Accounting for costs, reducing costs
Obviously, cost accounting can do more than merely determine the cost of a job or service performed. Once known - and understood - every woodworking professional can locate and reduce any expenses that are out of line.
Many shops begin the costing process by comparing this month's expense figures with last month's or with the same month last year. Eventually, year-to-date expenses are compared with comparable figures from last year. Then an attempt is made to explain any discrepancies between the figures in different accounting periods and, perhaps, to fix the blame for costs that have increased.
If, for example, supply expenses represented 2 percent of sales last year and shot up to 15 percent this year, why is that? Equally important, that analysis also provides a real insight into the fiscal health of the woodshop. The woodworking business's financial health has its bearing on much more than the bottom line or profits. It can also affect both the cost and the availability of financing.

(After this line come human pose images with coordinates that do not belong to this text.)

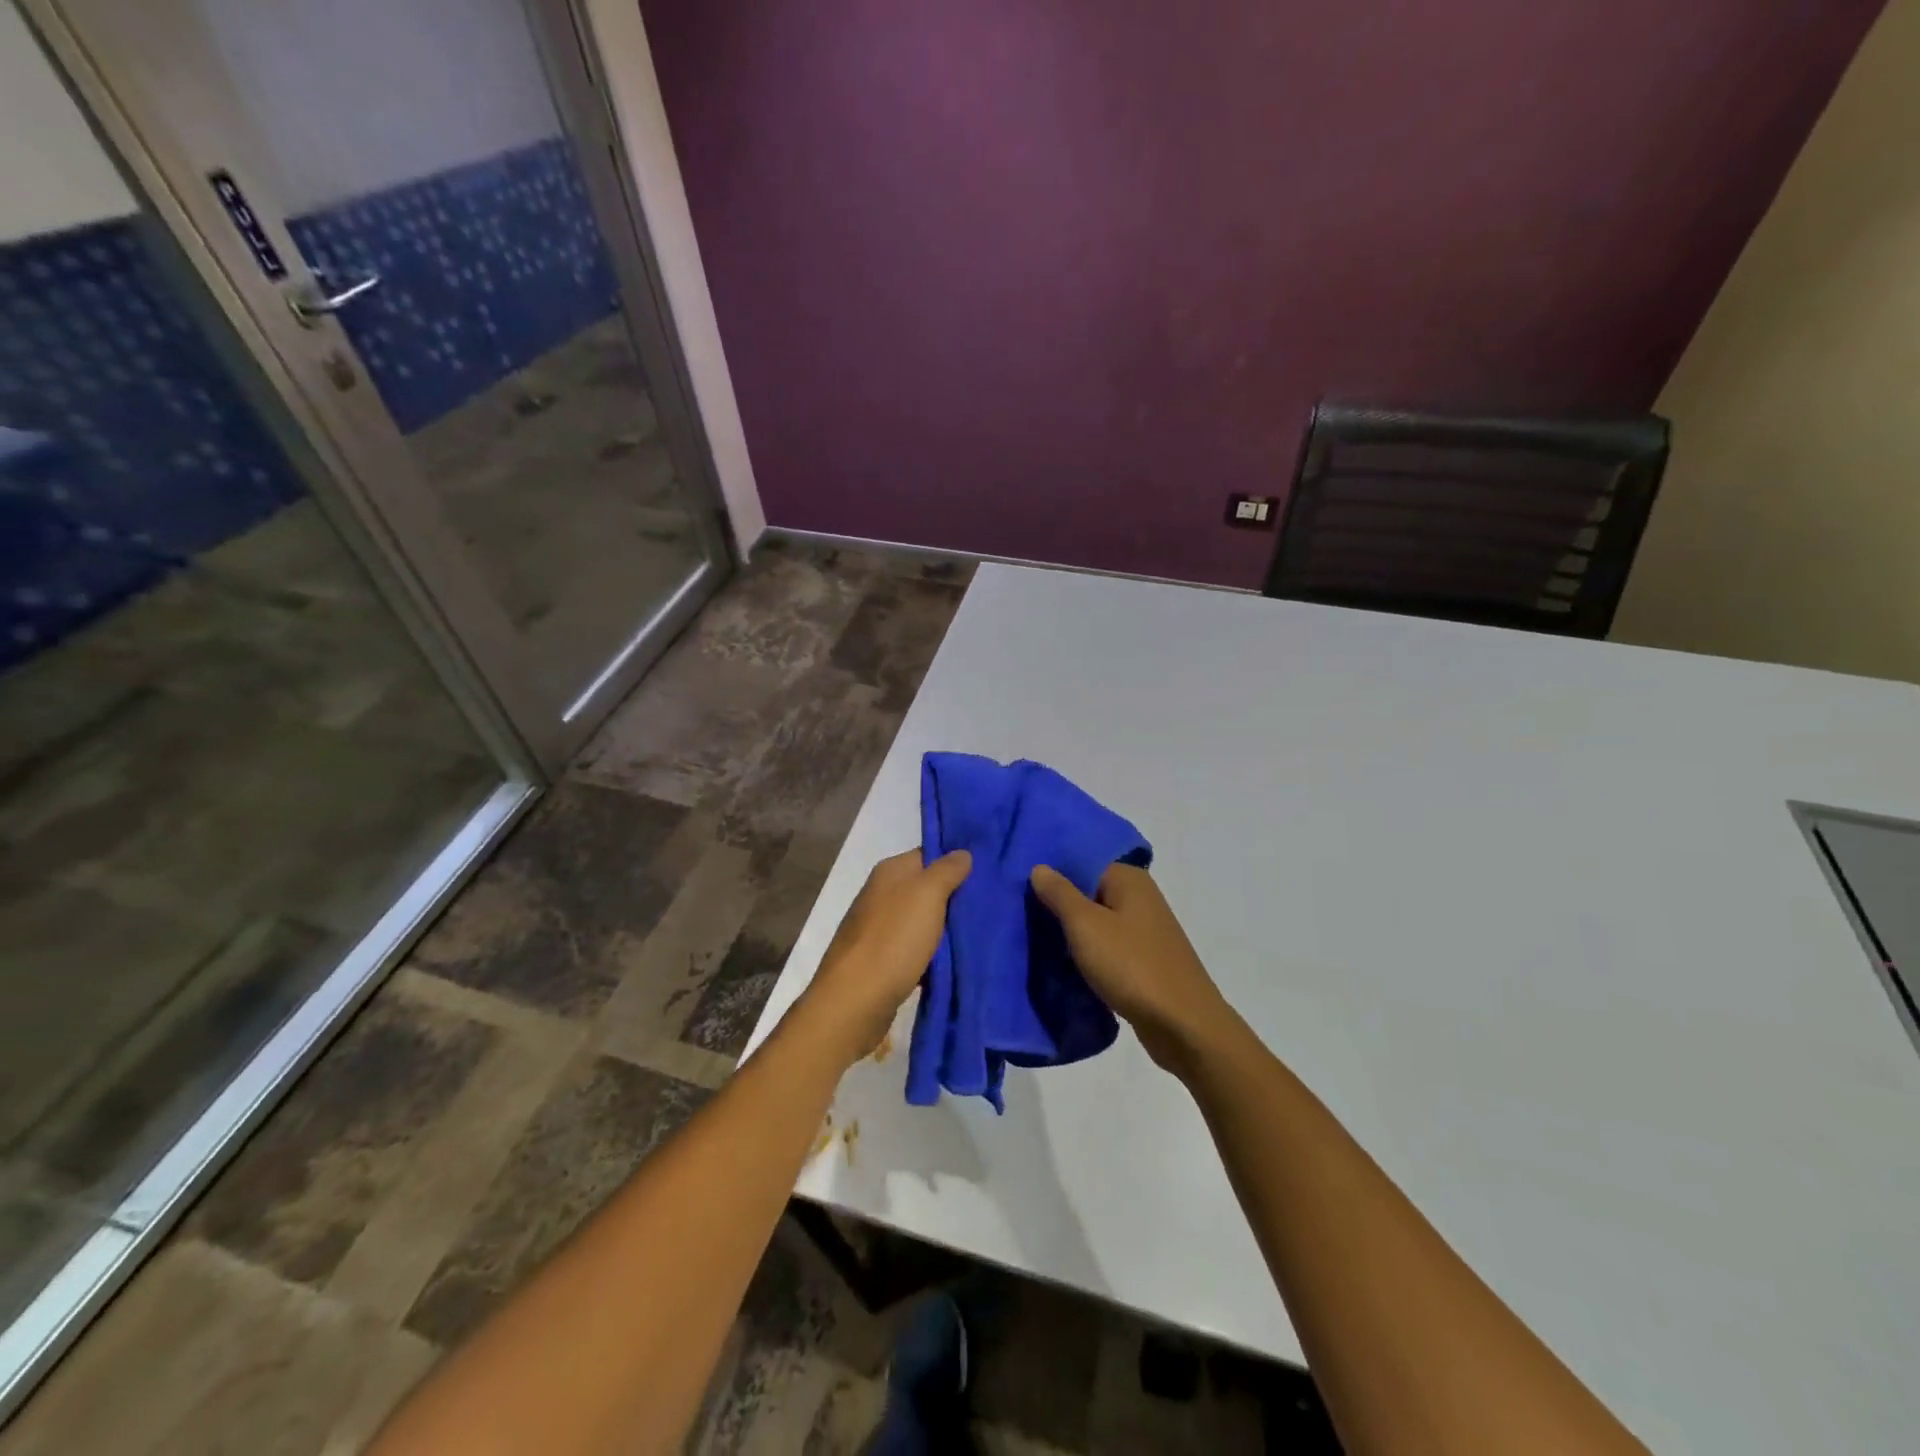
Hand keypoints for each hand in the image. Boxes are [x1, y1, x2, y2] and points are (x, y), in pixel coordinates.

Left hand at [795, 848, 971, 1066]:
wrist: (855, 1001)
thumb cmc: (894, 940)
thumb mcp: (927, 895)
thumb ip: (947, 870)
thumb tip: (962, 853)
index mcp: (890, 872)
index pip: (929, 855)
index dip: (957, 862)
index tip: (988, 873)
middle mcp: (882, 894)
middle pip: (927, 888)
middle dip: (955, 898)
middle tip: (992, 906)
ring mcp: (879, 928)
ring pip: (923, 921)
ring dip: (946, 929)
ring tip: (981, 934)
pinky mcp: (881, 960)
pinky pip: (915, 949)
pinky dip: (933, 954)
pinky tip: (955, 962)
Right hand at [1030, 863, 1236, 1074]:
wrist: (1183, 1026)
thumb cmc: (1132, 966)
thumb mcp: (1086, 925)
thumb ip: (1060, 894)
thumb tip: (1040, 867)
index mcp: (1129, 880)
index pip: (1081, 862)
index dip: (1051, 873)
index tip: (1018, 886)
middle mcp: (1140, 898)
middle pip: (1089, 892)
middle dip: (1057, 905)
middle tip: (1019, 915)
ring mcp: (1145, 931)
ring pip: (1097, 922)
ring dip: (1071, 933)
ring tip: (1033, 940)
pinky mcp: (1144, 961)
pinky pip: (1107, 948)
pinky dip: (1087, 954)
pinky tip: (1063, 964)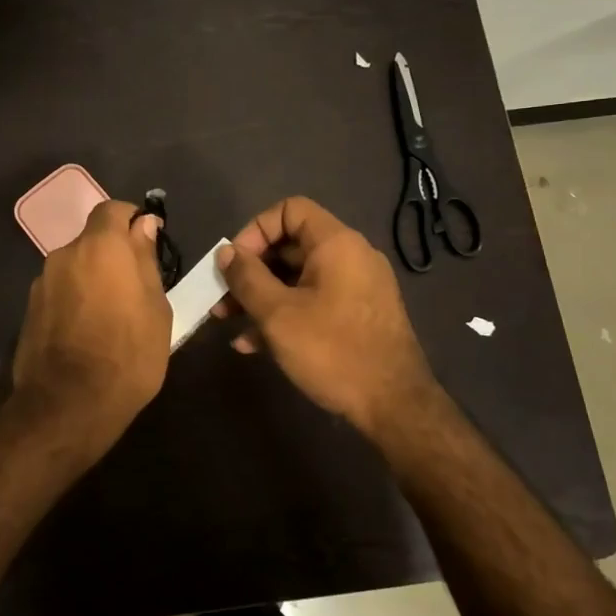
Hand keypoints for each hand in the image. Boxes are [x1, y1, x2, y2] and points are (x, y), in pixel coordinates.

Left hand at [11, 199, 171, 445]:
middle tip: (134, 289)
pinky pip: (59, 292)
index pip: (112, 209)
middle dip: (112, 256)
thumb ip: (146, 260)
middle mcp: (65, 254)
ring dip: (91, 280)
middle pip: (92, 241)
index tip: (146, 243)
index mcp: (100, 246)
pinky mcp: (29, 309)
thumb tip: (144, 226)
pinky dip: (74, 301)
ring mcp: (42, 283)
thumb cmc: (128, 354)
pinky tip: (85, 333)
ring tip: (109, 317)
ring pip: (75, 268)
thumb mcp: (156, 308)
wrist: (68, 405)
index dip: (130, 220)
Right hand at [214, 196, 440, 439]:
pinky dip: (284, 314)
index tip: (235, 263)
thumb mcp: (278, 314)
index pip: (290, 210)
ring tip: (227, 321)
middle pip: (290, 246)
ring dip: (261, 296)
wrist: (394, 405)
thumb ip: (247, 278)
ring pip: (298, 278)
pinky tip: (254, 345)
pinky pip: (313, 301)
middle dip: (251, 270)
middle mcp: (350, 257)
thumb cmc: (332, 350)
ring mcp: (357, 287)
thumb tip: (226, 253)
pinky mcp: (357, 316)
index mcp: (336, 243)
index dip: (255, 230)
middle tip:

Taking financial control of your woodworking business means, as already mentioned, knowing and understanding the cost of money. It also means accounting for costs in order to understand what each service, contract or job actually costs your operation. That same cost accounting can also use the discrepancies revealed by the costing analysis to discover why costs have been rising.
Accounting for costs allows you, the woodworking professional, to price your products and/or services more realistically, allowing those costs to be passed to the customer. Cost accounting is also invaluable when determining what a particular job actually cost or, if detailed enough, cost accounting can reveal what your "best customer" actually cost you and your woodworking business.
Mark E. Battersby is a freelance tax and financial writer based in Ardmore, Pa.